### The task
The records that follow must be reproduced in full, exactly as written.

### Source records

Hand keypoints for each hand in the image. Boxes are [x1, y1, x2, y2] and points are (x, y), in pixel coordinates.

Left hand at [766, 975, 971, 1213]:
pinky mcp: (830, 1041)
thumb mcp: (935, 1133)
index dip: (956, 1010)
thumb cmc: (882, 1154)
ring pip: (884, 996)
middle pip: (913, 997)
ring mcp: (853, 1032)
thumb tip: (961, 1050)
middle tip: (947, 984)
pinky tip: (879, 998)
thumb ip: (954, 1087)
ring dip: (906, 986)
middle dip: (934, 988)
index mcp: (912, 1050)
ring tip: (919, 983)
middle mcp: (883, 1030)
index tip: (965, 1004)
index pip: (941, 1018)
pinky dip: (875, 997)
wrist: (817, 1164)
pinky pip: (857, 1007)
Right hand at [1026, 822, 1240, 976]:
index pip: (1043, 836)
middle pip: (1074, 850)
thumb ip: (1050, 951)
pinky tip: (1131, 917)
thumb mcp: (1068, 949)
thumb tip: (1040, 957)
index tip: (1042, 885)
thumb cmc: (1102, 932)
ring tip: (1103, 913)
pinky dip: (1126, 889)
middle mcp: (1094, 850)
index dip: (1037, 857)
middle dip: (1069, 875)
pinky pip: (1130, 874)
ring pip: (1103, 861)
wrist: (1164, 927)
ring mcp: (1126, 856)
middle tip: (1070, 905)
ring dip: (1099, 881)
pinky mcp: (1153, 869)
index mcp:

### Output below
Hand keypoints for each hand in the image. Boxes are [x1, y1, x2, y2] and points are (x, y), in pixel coordinates.

Left hand at [766, 975, 971, 1213]:
pinky mcp: (830, 1041)
thumb mcp: (935, 1133)
index dip: (956, 1010)
thumb cmc: (882, 1154)
ring pip: (884, 996)
middle pip: (913, 997)
ring mcp: (853, 1032)
thumb tip: (961, 1050)
middle tip: (947, 984)
pinky tip: (879, 998)
thumb ip: (954, 1087)
ring dip: (906, 986)
middle dip: (934, 988)
index mcp: (912, 1050)
ring tip: (919, 983)
middle mcp: (883, 1030)
index tip: (965, 1004)
index pip: (941, 1018)
pinky dip: (875, 997)
wrist: (817, 1164)
pinky pip: (857, 1007)
Right hand at [1026, 822, 1240, 976]:
index pip: (1043, 836)
middle pip: (1074, 850)
thumb ip: (1050, 951)
pinky tip: (1131, 917)
thumb mcp: (1068, 949)
thumb tip: (1040, 957)
index tip: (1042, 885)
thumb cmc: (1102, 932)
ring tip: (1103, 913)
pinky dip: (1126, 889)
middle mcp: (1094, 850)
index dip: (1037, 857)
middle dip: (1069, 875)
pinky pip: (1130, 874)
ring pip: (1103, 861)
wrist: (1164, 927)
ring mcp: (1126, 856)
middle tip: (1070, 905)
ring dip: (1099, 881)
pinky mcp: (1153, 869)
index mcp:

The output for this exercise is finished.